According to Byron Banks, vice president of Big Data marketing for SAP, the goal is to merge two Big Data platforms with distinctly different attributes into an integrated portfolio of Big Data platforms. In addition, SAP also announced that it is setting up a service organization to help customers develop Big Data projects by leveraging the data scientist skills that SAP has internally developed.
The “hooks” that SAP is putting into Hadoop come in the form of the company’s Smart Data Access data virtualization platform. By virtualizing all the data sources, SAP allows organizations to launch queries using, for example, SQL, against any data source regardless of the format it is in. Hadoop is the first of several data sources to which SAP intends to extend its data virtualization capabilities as part of an architecture for managing data across the enterprise at a higher level of abstraction.

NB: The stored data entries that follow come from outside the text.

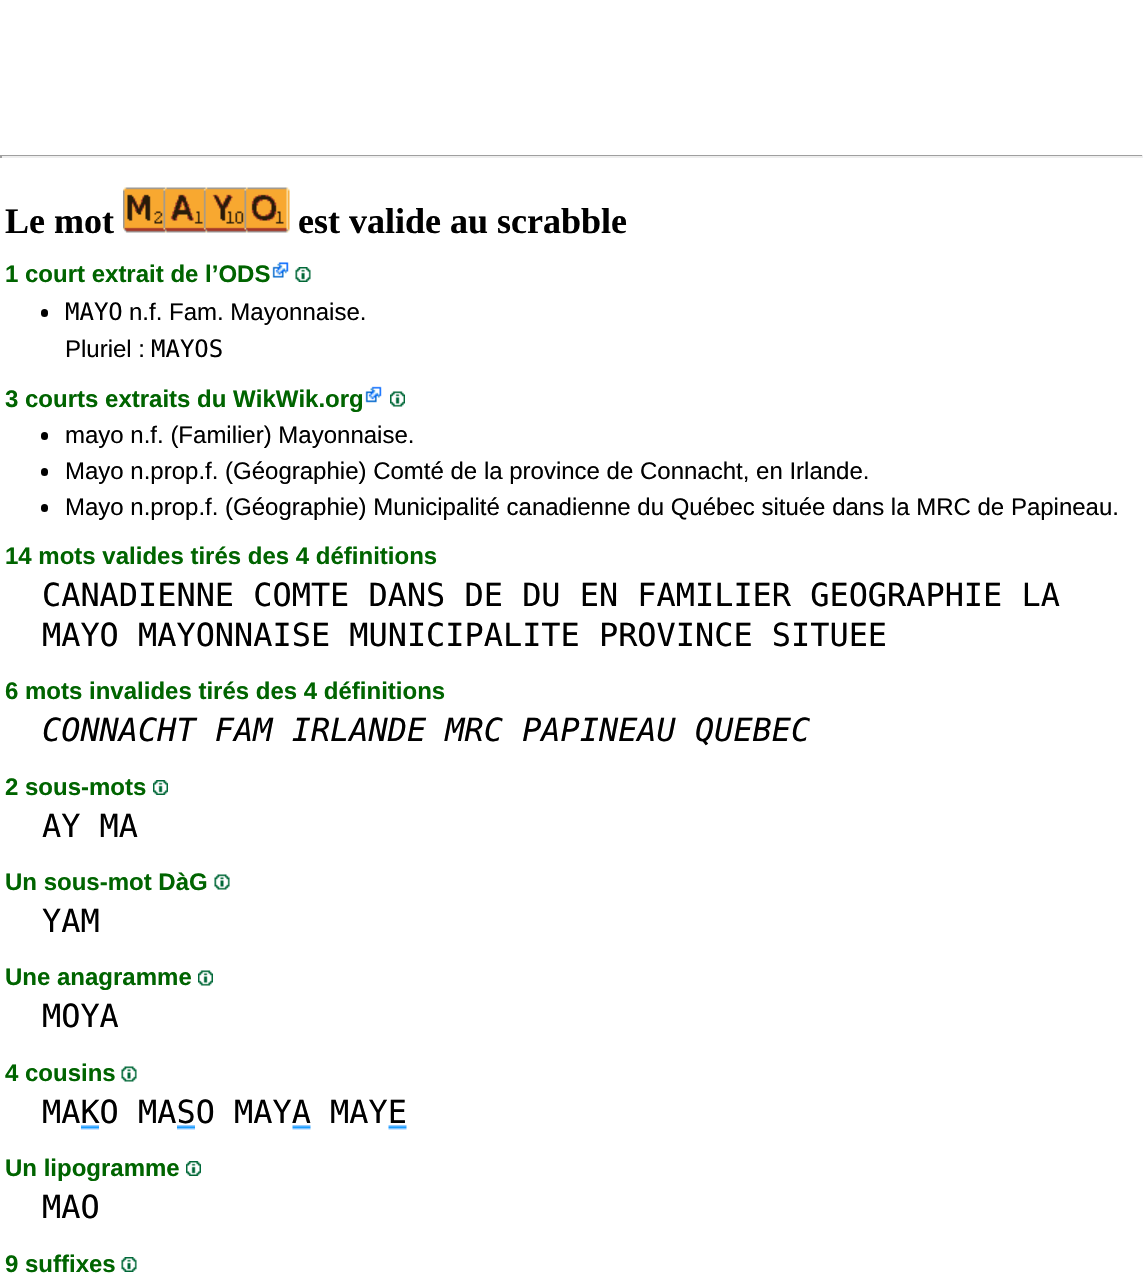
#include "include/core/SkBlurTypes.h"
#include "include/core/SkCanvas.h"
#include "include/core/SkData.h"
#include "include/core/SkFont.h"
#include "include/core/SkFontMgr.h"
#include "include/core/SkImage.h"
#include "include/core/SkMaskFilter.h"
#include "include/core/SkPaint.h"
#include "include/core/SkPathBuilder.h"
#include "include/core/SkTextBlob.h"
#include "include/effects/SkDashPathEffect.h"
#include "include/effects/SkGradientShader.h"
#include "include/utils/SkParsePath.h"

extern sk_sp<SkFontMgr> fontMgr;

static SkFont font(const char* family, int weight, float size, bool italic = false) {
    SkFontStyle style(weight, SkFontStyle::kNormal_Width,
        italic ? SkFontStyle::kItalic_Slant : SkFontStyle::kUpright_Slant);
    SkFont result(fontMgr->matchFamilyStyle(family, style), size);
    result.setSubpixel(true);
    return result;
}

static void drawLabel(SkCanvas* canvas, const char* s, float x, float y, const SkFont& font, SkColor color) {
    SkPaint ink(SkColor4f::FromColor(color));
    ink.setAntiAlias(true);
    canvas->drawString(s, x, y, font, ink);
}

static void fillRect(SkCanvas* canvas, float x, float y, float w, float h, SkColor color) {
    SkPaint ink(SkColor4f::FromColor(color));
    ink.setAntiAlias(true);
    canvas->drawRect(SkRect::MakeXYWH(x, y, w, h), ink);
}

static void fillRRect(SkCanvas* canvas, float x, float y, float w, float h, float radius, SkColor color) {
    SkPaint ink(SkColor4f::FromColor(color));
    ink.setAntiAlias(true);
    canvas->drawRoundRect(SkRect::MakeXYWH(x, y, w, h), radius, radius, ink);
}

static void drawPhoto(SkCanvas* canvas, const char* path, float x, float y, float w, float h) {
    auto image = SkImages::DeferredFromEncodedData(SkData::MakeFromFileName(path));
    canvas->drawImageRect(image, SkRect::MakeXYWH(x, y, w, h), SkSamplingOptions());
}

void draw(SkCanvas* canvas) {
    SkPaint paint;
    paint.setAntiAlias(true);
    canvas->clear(0xFFFFFFFF);
    fillRect(canvas, 0, 155, 1143, 1, 0xFF9F9F9F);
    fillRect(canvas, 1142, 155, 1, 3, 0xFFEEEEEE);
    fillRect(canvas, 0, 156, 1143, 2, 0xFFEEEEEE);
    fillRect(canvas, 0, 155, 2, 3, 0xFF9F9F9F);
    SkFont font1 = font("Liberation Serif", 700, 36);
    drawLabel(canvas, "Le mot", 5, 233, font1, 0xFF000000);
    drawPhoto(canvas, "assets/img1.png", 123, 187, 167, 46);
    drawLabel(canvas, "est valide au scrabble", 298, 233, font1, 0xFF000000);
    SkFont font2 = font("Liberation Sans", 700, 24);
    drawLabel(canvas, "1 court extrait de l’ODS", 5, 282, font2, 0xFF006400);
    drawPhoto(canvas, "assets/img2.png", 272, 262, 17, 16);
    drawPhoto(canvas, "assets/img3.png", 295, 267, 16, 15);
    fillRRect(canvas, 41, 309, 7, 8, 3.5f, 0xFF000000);
    SkFont font3 = font("DejaVu Sans Mono", 400, 24);
    drawLabel(canvas, "MAYO", 65, 320, font3, 0xFF000000);
    SkFont font4 = font("Liberation Sans", 400, 24);
    drawLabel(canvas, "n.f. Fam. Mayonnaise.", 129, 320, font4, 0xFF000000);
    drawLabel(canvas, "Pluriel :", 65, 357, font4, 0xFF000000);
    drawLabel(canvas, "MAYOS", 151, 357, font3, 0xFF000000);
    drawLabel(canvas, "3 courts extraits du WikWik.org", 5, 407, font2, 0xFF006400);
    drawPhoto(canvas, "assets/img4.png", 365, 386, 17, 17);
    drawPhoto(canvas, "assets/img5.png", 390, 391, 15, 16);
    fillRRect(canvas, 41, 432, 7, 8, 3.5f, 0xFF000000);
    drawLabel(canvas, "mayo n.f. (Familier) Mayonnaise.", 65, 443, font4, 0xFF000000);
    fillRRect(canvas, 41, 468, 7, 8, 3.5f, 0xFF000000);
    drawLabel(canvas, "Mayo n.prop.f. (Géographie) Comté de la province de Connacht, en Irlande.", 65, 479, font4, 0xFF000000);
    fillRRect(canvas, 41, 504, 7, 8, 3.5f, 0xFF000000);
    drawLabel(canvas, "Mayo n.prop.f. (Géographie) Municipalité canadienne du Québec située dans la MRC de Papineau.", 65, 515, font4, 0xFF000000);
    drawLabel(canvas, "14 mots valides tirés des 4 définitions", 5, 564, font2, 0xFF006400);
    SkFont font5 = font("DejaVu Sans Mono", 400, 31.9f);
    drawLabel(canvas, "CANADIENNE COMTE DANS DE DU EN FAMILIER GEOGRAPHIE LA", 42, 606, font5, 0xFF000000);
    drawLabel(canvas, "MAYO MAYONNAISE MUNICIPALITE PROVINCE SITUEE", 42, 646, font5, 0xFF000000);
    drawLabel(canvas, "6 mots invalides tirés des 4 définitions", 5, 699, font2, 0xFF006400);
    SkFont font6 = font("DejaVu Sans Mono", 400, 31.9f, true);
    drawLabel(canvas, "CONNACHT FAM IRLANDE MRC PAPINEAU QUEBEC", 42, 741, font6, 0xFF000000);
    drawLabel(canvas, "2 sous-mots", 5, 795, font2, 0xFF006400);
    drawPhoto(canvas, "assets/img6.png", 153, 780, 15, 15);
    drawLabel(canvas, "AY MA", 42, 837, font5, 0xFF000000);
    drawLabel(canvas, "Un sous-mot DàG", 5, 890, font2, 0xFF006400);
    drawPhoto(canvas, "assets/img7.png", 214, 874, 16, 16);
    drawLabel(canvas, "YAM", 42, 932, font5, 0xFF000000);
    drawLabel(canvas, "Une anagramme", 5, 985, font2, 0xFF006400);
    drawPhoto(canvas, "assets/img8.png", 198, 970, 15, 16);
    drawLabel(canvas, "MOYA", 42, 1027, font5, 0xFF000000);
    drawLabel(canvas, "4 cousins", 5, 1081, font2, 0xFF006400);
    drawPhoto(canvas, "assets/img7.png", 121, 1066, 16, 16);
    drawLabel(canvas, "MAKO MASO MAYA MAYE", 42, 1123, font5, 0xFF000000);
    drawPhoto(canvas, "assets/img9.png", 81, 1125, 18, 5);
    drawPhoto(canvas, "assets/img9.png", 177, 1125, 18, 5);
    drawPhoto(canvas, "assets/img10.png", 292, 1125, 19, 5);
    drawPhoto(canvas, "assets/img10.png", 388, 1125, 19, 5);
    drawLabel(canvas, "Un lipogramme", 5, 1176, font2, 0xFF006400);
    drawPhoto(canvas, "assets/img6.png", 186, 1161, 15, 15);
    drawLabel(canvas, "MAO", 42, 1218, font5, 0xFF000000);
    drawLabel(canvas, "9 suffixes", 5, 1272, font2, 0xFF006400);
    drawPhoto(canvas, "assets/img11.png", 121, 1257, 16, 15);
}
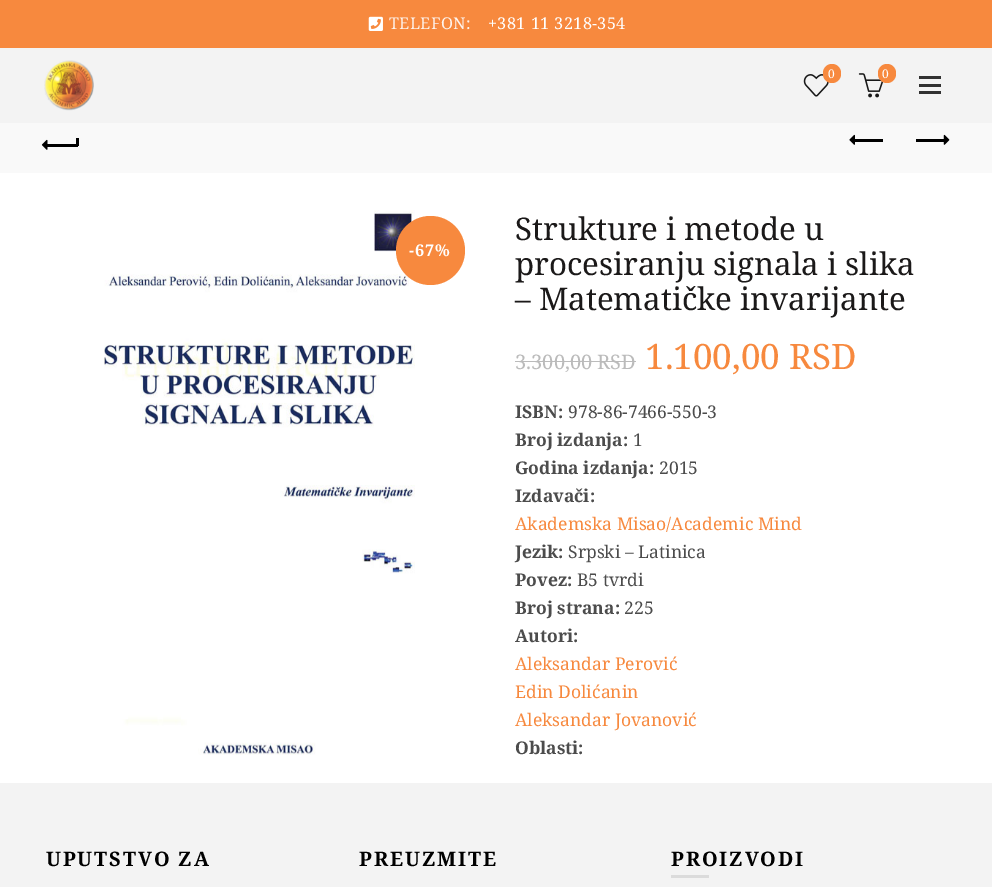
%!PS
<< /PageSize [992 887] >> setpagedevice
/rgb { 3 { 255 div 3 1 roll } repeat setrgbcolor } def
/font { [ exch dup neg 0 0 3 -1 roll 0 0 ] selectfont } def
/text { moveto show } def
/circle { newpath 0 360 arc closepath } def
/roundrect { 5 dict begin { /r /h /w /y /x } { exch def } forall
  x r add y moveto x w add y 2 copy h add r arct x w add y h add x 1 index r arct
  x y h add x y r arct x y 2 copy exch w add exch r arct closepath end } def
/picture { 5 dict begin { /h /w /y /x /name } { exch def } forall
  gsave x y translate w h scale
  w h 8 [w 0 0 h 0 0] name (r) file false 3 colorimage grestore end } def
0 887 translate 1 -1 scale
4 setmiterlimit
255 255 255 rgb
0 0 992 887 rectfill
247 137 62 rgb
0 0 992 48 rectfill
(img_01.rgb) 368 16 15 15 picture
243 243 243 rgb
0 48 992 75 rectfill
(img_02.rgb) 44 60 50 51 picture
(img_03.rgb) 803 74 26 23 picture
247 137 62 rgb
823 64 18 19 9 roundrect fill
(img_04.rgb) 858 73 25 25 picture
878 64 18 19 9 roundrect fill
49 49 49 rgb
919 84 22 3 rectfill
919 76 22 3 rectfill
919 91 22 3 rectfill
249 249 249 rgb
0 123 992 50 rectfill
0 0 0 rgb
46 144 32 3 rectfill
(img_05.rgb) 41 139 7 11 picture
76 138 3 8 rectfill
854 139 29 3 rectfill
(img_06.rgb) 849 134 6 11 picture
916 139 29 3 rectfill
(img_07.rgb) 943 134 7 11 picture
(img_08.rgb) 104 210 311 545 picture
247 137 62 rgb
430.5 250.5 34.5 circle fill
187 187 187 rgb
515 361 121 1 rectfill
243 243 243 rgb
0 783 992 104 rectfill
219 219 219 rgb
671 875 38 3 rectfill
/NotoSerif-Regular 16.25 font
254 243 236 rgb
389 29 moveto 0.4 0 (TELEFON:) ashow
255 255 255 rgb
488 29 moveto 0.4 0 (+381 11 3218-354) ashow
/NotoSerif-Regular 12 font
(0) 828 78 text
(0) 882 78 text
/NotoSerif-Bold 16.25 font
409 256 moveto 1 0 (-67%) ashow
/NotoSerif-Regular 31.25 font
27 25 25 rgb
(Strukture i metode u) 515 240 text
(procesiranju signala i slika) 515 275 text
(– Matematičke invarijante) 515 310 text
/NotoSerif-Regular 20 font
187 187 187 rgb
(3.300,00 RSD) 515 369 text
/NotoSerif-Regular 35 font
247 137 62 rgb
(1.100,00 RSD) 645 369 text
/NotoSerif-Bold 17.5 font
76 76 76 rgb
(ISBN:) 515 418 text
/NotoSerif-Regular 17.5 font
(978-86-7466-550-3) 568 418 text
/NotoSerif-Bold 17.5 font
(Broj izdanja:) 515 446 text
/NotoSerif-Regular 17.5 font
(1) 633 446 text
/NotoSerif-Bold 17.5 font
(Godina izdanja:) 515 474 text
/NotoSerif-Regular 17.5 font
(2015) 659 474 text
/NotoSerif-Bold 17.5 font
(Izdavači:) 515 502 text
/NotoSerif-Regular 17.5 font
247 137 62 rgb
(Akademska Misao/Academic Mind) 515 530 text
/NotoSerif-Bold 17.5 font
76 76 76 rgb
(Jezik:) 515 558 text
/NotoSerif-Regular 17.5 font
(Srpski – Latinica) 568 558 text
/NotoSerif-Bold 17.5 font
(Povez:) 515 586 text
/NotoSerif-Regular 17.5 font
(B5 tvrdi) 577 586 text
/NotoSerif-Bold 17.5 font
(Broj strana:) 515 614 text
/NotoSerif-Regular 17.5 font
(225) 624 614 text
/NotoSerif-Bold 17.5 font
(Autori:) 515 642 text
/NotoSerif-Regular 17.5 font
247 137 62 rgb
(Aleksandar Perović) 515 670 text
(Edin Dolićanin) 515 698 text
(Aleksandar Jovanović) 515 726 text
/NotoSerif-Bold 17.5 font
76 76 76 rgb
(Oblasti:) 515 754 text
/NotoSerif-Bold 20 font
0 0 0 rgb
46 866 moveto 1.9 0 (UPUTSTVO ZA) ashow
359 866 moveto 1.9 0 (PREUZMITE) ashow
671 866 moveto 1.9 0 (PROIZVODI) ashow
showpage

Banks says that customers are making it clear they want a unified approach to Big Data that encompasses Hadoop, existing data warehouse investments and emerging in-memory database platforms such as HANA. The end result, says Banks, is a more federated approach to managing Big Data that leverages existing investments along platforms such as HANA, that can process data in real time, while Hadoop is used for more batch-oriented applications. Ultimately, Banks says SAP sees Hadoop as a primary source of data that will be used to feed complementary Big Data applications running on HANA.
Ultimately, the end goal is to make enterprise data readily available to any number of applications regardless of where it happens to be stored at any given moment. Of course, where it’s stored will be determined by what format it’s in and how critical access to that information is to the organization at any given moment.